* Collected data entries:
************

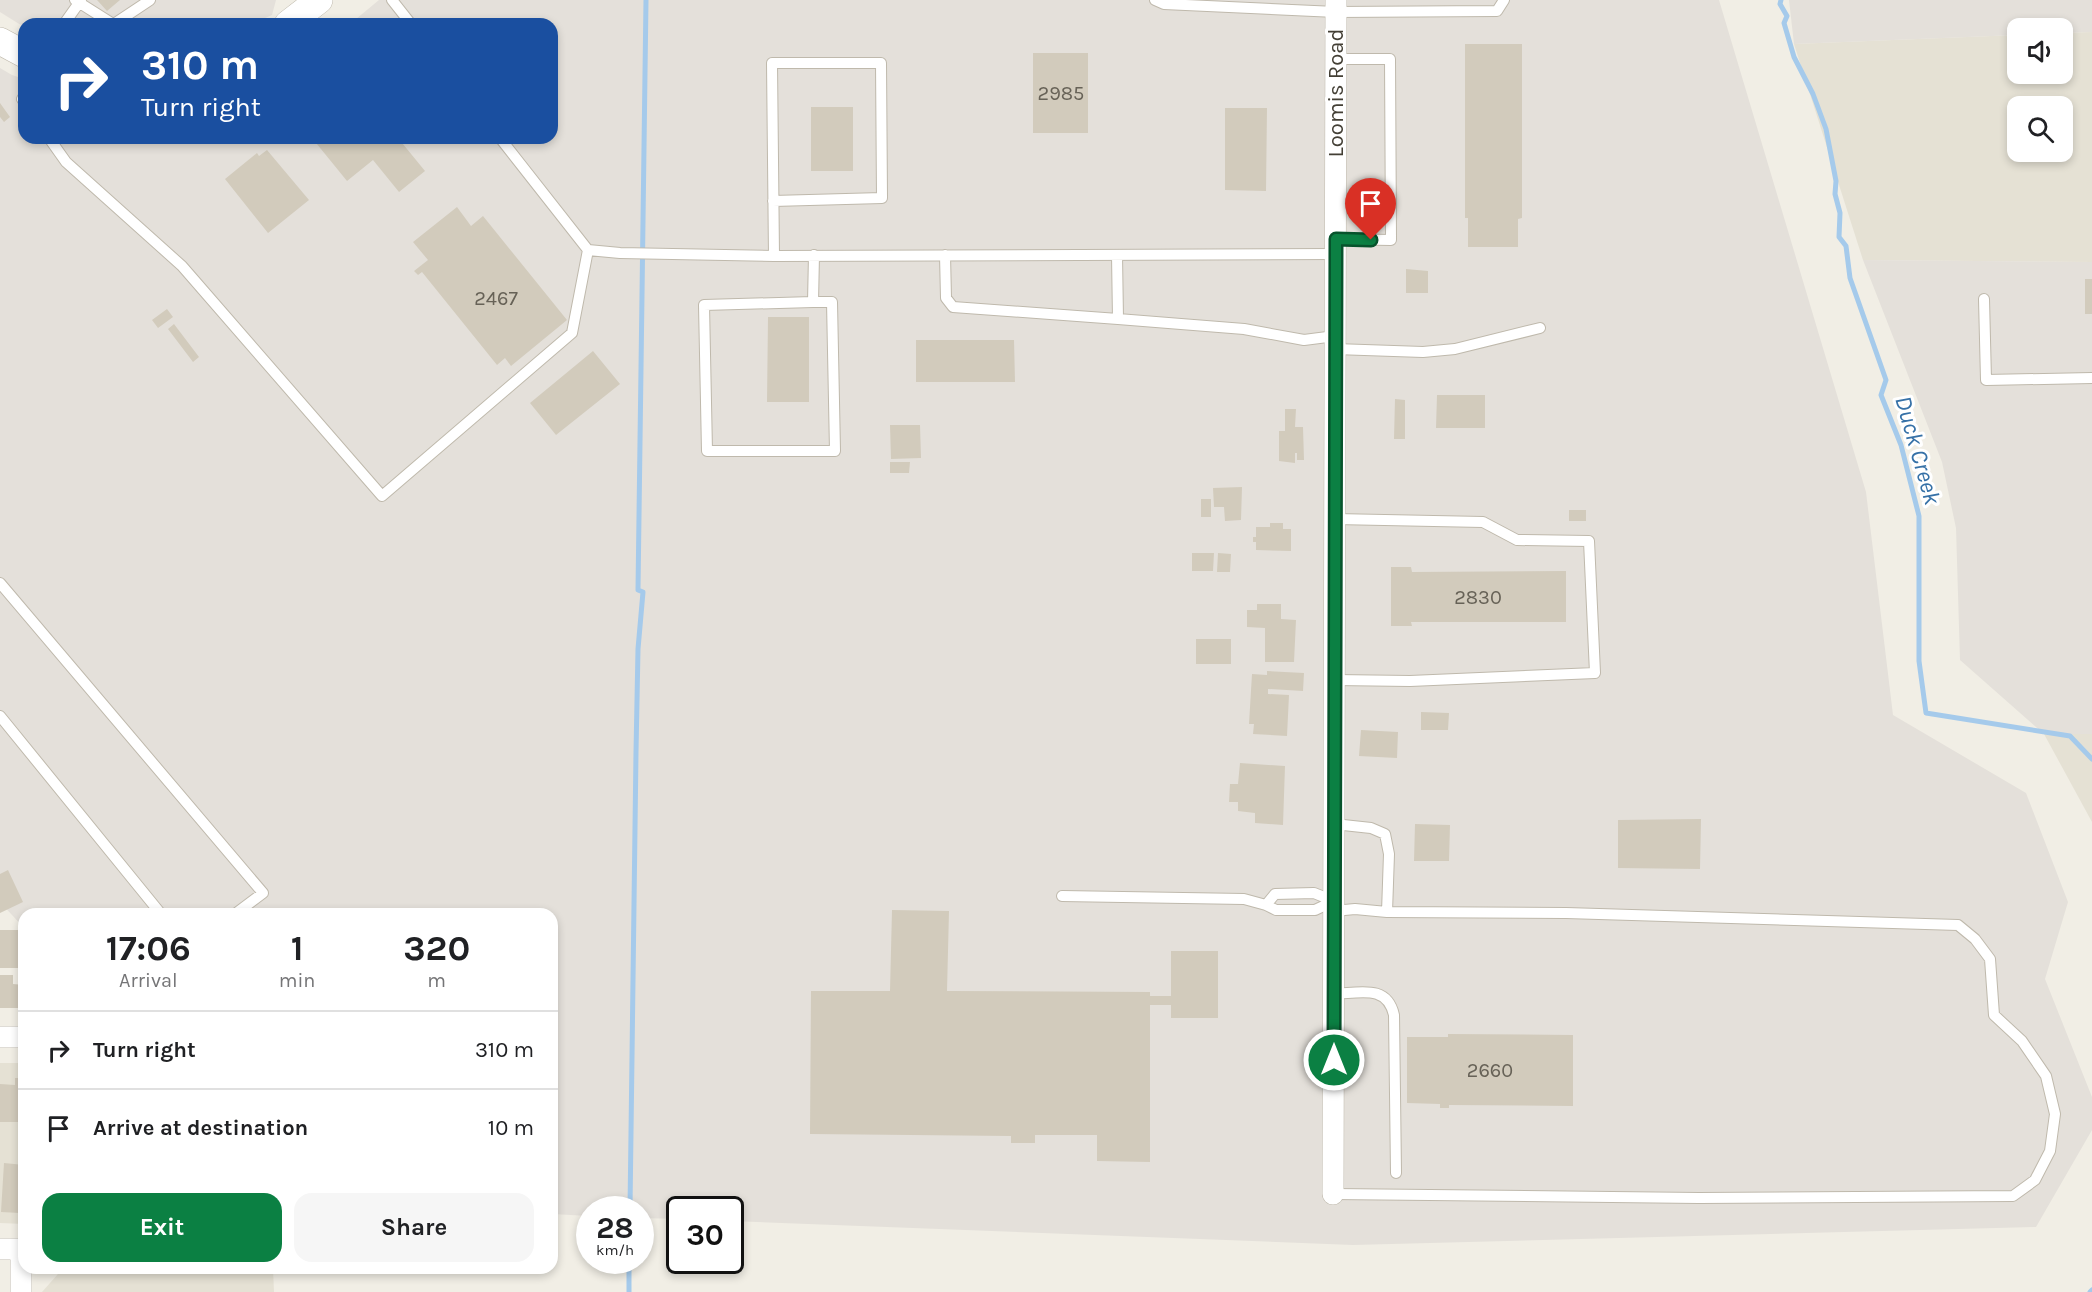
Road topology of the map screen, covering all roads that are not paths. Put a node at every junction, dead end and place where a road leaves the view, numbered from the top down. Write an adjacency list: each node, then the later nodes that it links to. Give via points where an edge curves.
1 (150, 0): 10 (lane)
2 (319, 0): 11 (street)
3 (392, 0): 12 (lane)
4 (1155, 0): 7 (lane, via 1164,4)
5 (1504, 0): 7 (lane, via 1497,11)
6 (77, 1): 8 (lane); 9 (lane)
7 (1336, 6): 15 (street, Loomis Road)
8 (67, 18)
9 (104, 18)
10 (123, 18)
11 (296, 18)
12 (406, 18)
13 (0, 41): 14 (street)
14 (18, 51)
15 (1336, 59): 19 (street, Loomis Road); 19 (lane, via 1390,59 1391,240)
16 (53, 144): 20 (lane, via 66,162 182,266 382,496 572,333)
17 (505, 144): 20 (lane)
18 (773, 201): 18 (lane, via 772,63 881,63 882,198); 24 (lane)
19 (1336, 246): 23 (lane); 29 (street, Loomis Road)
20 (588, 250): 24 (lane)
21 (814, 255): 22 (lane); 24 (lane); 26 (lane)
22 (945, 255): 23 (lane); 27 (lane, via 946,298 953,307)
23 (1117, 255): 27 (lane)
24 (774, 256)
25 (1984, 299): 30 (lane, via 1986,380)
26 (813, 302): 26 (lane, via 704,305 707,451 835,451 832,302)
27 (1118, 319): 29 (lane, via 1244,329)
28 (1540, 328): 29 (lane, via 1455,349 1423,352)
29 (1335, 342): 31 (street, Loomis Road)
30 (2092, 378)
31 (1335, 519): 33 (street, Loomis Road); 33 (lane, via 1483,522 1517,540 1589,541 1595,673 1410,681)
32 (0, 583): 40 (lane, via 263,893)
33 (1335, 680): 35 (street, Loomis Road)
34 (0, 716): 39 (lane)
35 (1334, 824): 38 (street, Loomis Road); 41 (lane, via 1371,828 1385,834 1389,854)
36 (1062, 896): 37 (lane, via 1244,899)
37 (1266, 905): 38 (lane, via 1275,910); 38 (lane, via 1275,894 1314,893)
38 (1334, 906): 41 (lane); 42 (street, Loomis Road)
39 (156, 908)
40 (243, 908)
41 (1387, 912): 46 (lane, via 1589,913 1958,925 1990,959 1994,1015 2022,1041 2046,1076 2055,1114 2050,1151 2034,1180 2013,1196)
42 (1334, 993): 45 (lane, via 1377,992 1392,1004); 46 (street, Loomis Road)
43 (0, 1037): 44 (street)
44 (18, 1037)
45 (1396, 1173)
46 (1334, 1194)
47 (0, 1249): 48 (street)
48 (18, 1249)
49 (22, 1274): 50 (street)
50 (21, 1292)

************

* TASK REQUIREMENTS: Restate the entries verbatim and exclude any pictures.

* SOLVED PROBLEM:
Road topology of the map screen, covering all roads that are not paths. Put a node at every junction, dead end and place where a road leaves the view, numbered from the top down. Write an adjacency list: each node, then the later nodes that it links to. Give via points where an edge curves.
1 (150, 0): 10 (lane)
2 (319, 0): 11 (street)
3 (392, 0): 12 (lane)
4 (1155, 0): 7 (lane, via 1164,4)
5 (1504, 0): 7 (lane, via 1497,11)
6 (77, 1): 8 (lane); 9 (lane)
7 (1336, 6): 15 (street, Loomis Road)
8 (67, 18)
9 (104, 18)
10 (123, 18)
11 (296, 18)
12 (406, 18)
13 (0, 41): 14 (street)
14 (18, 51)
15 (1336, 59): 19 (street, Loomis Road); 19 (lane, via 1390,59 1391,240)
16 (53, 144): 20 (lane, via 66,162 182,266 382,496 572,333)
17 (505, 144): 20 (lane)
18 (773, 201): 18 (lane, via 772,63 881,63 882,198); 24 (lane)
19 (1336, 246): 23 (lane); 29 (street, Loomis Road)
20 (588, 250): 24 (lane)
21 (814, 255): 22 (lane); 24 (lane); 26 (lane)
22 (945, 255): 23 (lane); 27 (lane, via 946,298 953,307)
23 (1117, 255): 27 (lane)
24 (774, 256)
25 (1984, 299): 30 (lane, via 1986,380)
26 (813, 302): 26 (lane, via 704,305 707,451 835,451 832,302)
27 (1118, 319): 29 (lane, via 1244,329)
28 (1540, 328): 29 (lane, via 1455,349 1423,352)
29 (1335, 342): 31 (street, Loomis Road)
30 (2092, 378)
31 (1335, 519): 33 (street, Loomis Road); 33 (lane, via 1483,522 1517,540 1589,541 1595,673 1410,681)
32 (0, 583): 40 (lane, via 263,893)
33 (1335, 680): 35 (street, Loomis Road)
34 (0, 716): 39 (lane)
35 (1334, 824): 38 (street, Loomis Road); 41 (lane, via 1371,828 1385,834 1389,854)
36 (1062, 896): 37 (lane, via 1244,899)
37 (1266, 905): 38 (lane, via 1275,910); 38 (lane, via 1275,894 1314,893)
38 (1334, 906): 41 (lane); 42 (street, Loomis Road)
39 (156, 908)
40 (243, 908)
41 (1387, 912): 46 (lane, via 1589,913 1958,925 1990,959 1994,1015 2022,1041 2046,1076 2055,1114 2050,1151 2034,1180 2013,1196)
42 (1334, 993): 45 (lane, via 1377,992 1392,1004); 46 (street, Loomis Road)
43 (0, 1037): 44 (street)
44 (18, 1037)
45 (1396, 1173)
46 (1334, 1194)
47 (0, 1249): 48 (street)
48 (18, 1249)
49 (22, 1274): 50 (street)
50 (21, 1292)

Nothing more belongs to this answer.